- Theatrical release poster
- Directed by: Ram Gopal Varma
- Written by: Ram Gopal Varma
- Produced by: R. Vijay Kumar; P. Gajendra Naidu; M. Parthasarathi Naidu;
- Starring: Vishnu Manchu; Mohan Babu; Jayasudha; Shanvi Srivastav;
- Cinematography: Satish Mutyala
- Edited by: Santosh Bammidi Kamal R.
- Music by: Sai Karthik
- Production companies: 24 Frames Factory; AV Pictures;
- Release date: 4 April 2014;
- Running time: 109 minutes
- Country: India
- Language: Telugu

= Rowdy (2014 film) =

2014 film by Ram Gopal Varma

Rowdy is a 2014 Indian Telugu-language action drama film written and directed by Ram Gopal Varma. A remake of the director's Hindi film Sarkar (2005), it stars Vishnu Manchu and his father Mohan Babu with Jayasudha and Shanvi Srivastav in important roles.

Sai Karthik composed the music for this film, while Satish Mutyala handled the cinematography. The principal photography commenced on 26 December 2013 and ended on 21 February 2014 in 30 working days. It was dubbed into Hindi by the same name. The film also used sync sound and a three camera setup to reduce the work of dubbing and camera angles while in post production.

The film released on 4 April 2014 (worldwide) and 3 April 2014 (United States) in over 50 screens. Upon release, the film received positive reviews, with critics praising the narrative and the performances of Mohan Babu, Vishnu Manchu and Jayasudha. The film minted ₹11.13 crore on the first weekend of its release. The film minted a worldwide share of ₹33 crore at the end of the second week of its run, and was declared a box office hit.

== Plot ==
The film opens at night on a street in Hyderabad with Krishna (Vishnu Manchu) saving Sirisha (Shanvi Srivastava) from some eve-teasers and accompanying her to the hostel where she stays. On the journey, they find out that they both hail from the Rayalaseema region of Andhra Pradesh. When Sirisha asks Krishna about the details of his father, the scene shifts to Krishna's native place, where his father, a don fondly called Anna (Mohan Babu) and as Annagaru with respect, punishes a teacher named Sankar Rao for harassing his pregnant wife for dowry on the complaint of the woman's father Rama Rao. Anna is a sexagenarian who always thinks about the welfare of the people of Rayalaseema, and they also revere him as equal to god. He is also a powerful and influential don who controls Rayalaseema's political affairs. His close friend Ananda Rao (Paruchuri Gopala Krishna) is a ruling party politician. He, along with the party, extends full support to Anna to stop the Nandavaram project, which could destroy 34 villages. On the other hand, a group of influential people working under a mysterious man tries to make the project earn crores. The group consists of KR, Vedantham Murthy aka Vedam (Tanikella Bharani), Chandi (Jeeva), and Seshagiri.

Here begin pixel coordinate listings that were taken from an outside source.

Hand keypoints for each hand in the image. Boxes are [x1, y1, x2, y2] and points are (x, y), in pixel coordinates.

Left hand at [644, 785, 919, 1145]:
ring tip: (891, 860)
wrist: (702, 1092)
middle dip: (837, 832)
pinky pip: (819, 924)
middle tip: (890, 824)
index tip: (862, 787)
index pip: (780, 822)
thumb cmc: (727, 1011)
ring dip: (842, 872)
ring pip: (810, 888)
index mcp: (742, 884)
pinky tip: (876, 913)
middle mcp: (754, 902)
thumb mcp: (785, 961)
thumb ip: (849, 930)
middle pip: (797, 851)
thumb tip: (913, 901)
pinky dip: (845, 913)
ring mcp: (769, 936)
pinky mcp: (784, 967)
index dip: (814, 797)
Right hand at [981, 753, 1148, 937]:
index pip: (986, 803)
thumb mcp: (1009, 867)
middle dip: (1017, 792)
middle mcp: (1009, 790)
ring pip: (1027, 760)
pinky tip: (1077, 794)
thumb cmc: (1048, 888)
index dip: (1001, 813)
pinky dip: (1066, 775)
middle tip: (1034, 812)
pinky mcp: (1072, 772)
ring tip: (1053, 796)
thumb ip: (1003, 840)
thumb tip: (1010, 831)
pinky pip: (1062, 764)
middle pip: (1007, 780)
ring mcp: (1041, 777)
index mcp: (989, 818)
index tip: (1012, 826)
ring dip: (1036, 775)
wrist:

Krishna returns home, where Anna kills his opponent, Guruva Reddy (Banerjee), and appoints the latter's henchmen as his own by promising a slightly higher salary. Then, Anna's family is introduced. Anna lives with his wife Lakshmi (Jayasudha), elder son Bhushan (Kishore), and Krishna. Bhushan is married and has a son, but he never loved them. Unlike his father Anna and his dutiful, devoted brother Krishna, Bhushan is a spoiled brat who often terrorizes people in Anna's name, instilling fear in their hearts. When a young woman's brother warns Bhushan, Bhushan comes to their home, kidnaps the woman, and conducts a sexual assault on her in his farmhouse. Bhushan, angry at his father and greedy for money, joins KR's group to form the Nandavaram project. Meanwhile, Krishna and Sirisha are deeply in love, and Anna's trusted henchman Ramudu finds out that she is the daughter of Gavarraju, Anna's enemy, whom he killed at Tirupathi during an assassination attempt. Though Sirisha is aware of it, she has no objection to joining his family. Anna also respects Krishna's decision to marry her and accepts their alliance.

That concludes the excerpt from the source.